What is needed:
Print what the records say exactly, and omit the pictures.

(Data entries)
◆ ◆ ◆ ◆ ◆ ◆ ◆

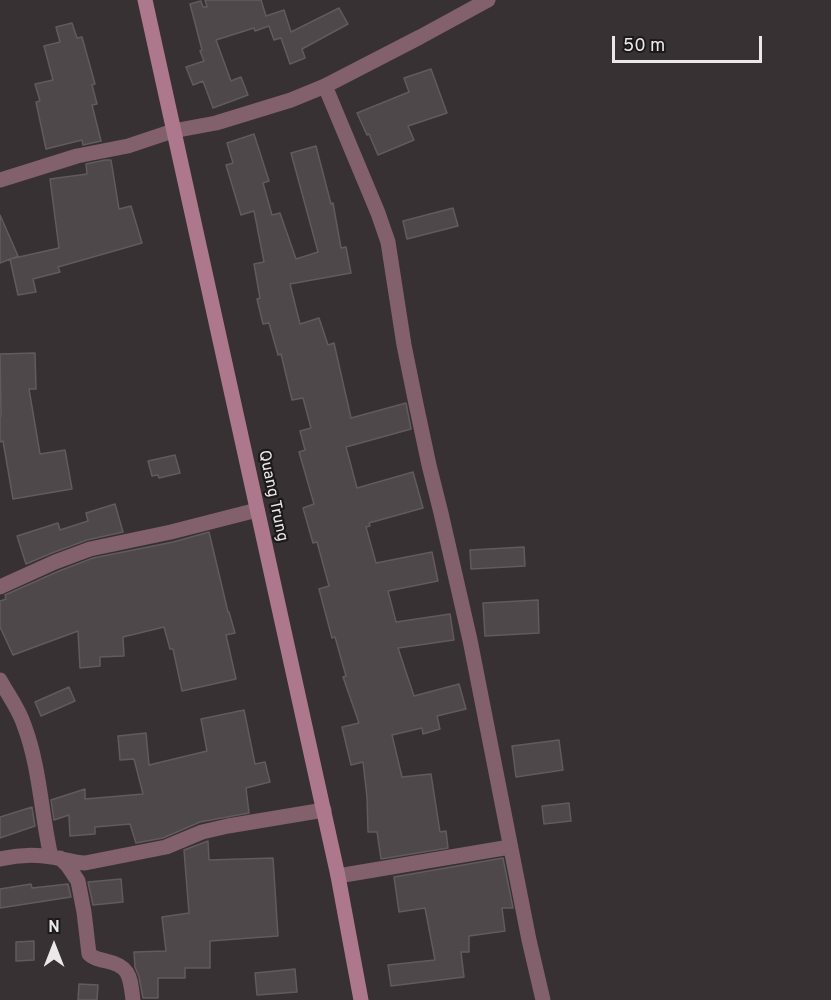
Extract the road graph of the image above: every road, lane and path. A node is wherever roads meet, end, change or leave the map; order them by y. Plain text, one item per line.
1 (145, 0) edge
2 (488, 0) edge
3 (325, 86) junction
4 (173, 130) junction
5 (0, 180) edge
6 (257, 510) junction
7 (0, 587) edge
8 (2, 686) edge
9 (324, 810) junction
10 (510, 847) junction
11 (56, 857) junction
12 (0, 859) edge
13 (338, 876) junction
14 (133, 1000) edge
15 (361, 1000) edge
16 (543, 1000) edge

1 - 4 main road, Quang Trung
2 - 3 street
3 - 4 street
3 - 10 street
4 - 5 street
4 - 6 main road, Quang Trung
6 - 7 street
6 - 9 main road, Quang Trung
8 - 11 street
9 - 11 street
9 - 13 main road, Quang Trung
10 - 13 street
10 - 16 street
11 - 12 street
11 - 14 street
13 - 15 main road, Quang Trung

◆ ◆ ◆ ◆ ◆ ◆ ◆

Response:
Extract the road graph of the image above: every road, lane and path. A node is wherever roads meet, end, change or leave the map; order them by y. Plain text, one item per line.
1 (145, 0) edge
2 (488, 0) edge
3 (325, 86) junction
4 (173, 130) junction
5 (0, 180) edge
6 (257, 510) junction
7 (0, 587) edge
8 (2, 686) edge
9 (324, 810) junction
10 (510, 847) junction
11 (56, 857) junction
12 (0, 859) edge
13 (338, 876) junction
14 (133, 1000) edge
15 (361, 1000) edge
16 (543, 1000) edge

1 - 4 main road, Quang Trung
2 - 3 street
3 - 4 street
3 - 10 street
4 - 5 street
4 - 6 main road, Quang Trung
6 - 7 street
6 - 9 main road, Quang Trung
8 - 11 street
9 - 11 street
9 - 13 main road, Quang Trung
10 - 13 street
10 - 16 street
11 - 12 street
11 - 14 street
13 - 15 main road, Quang Trung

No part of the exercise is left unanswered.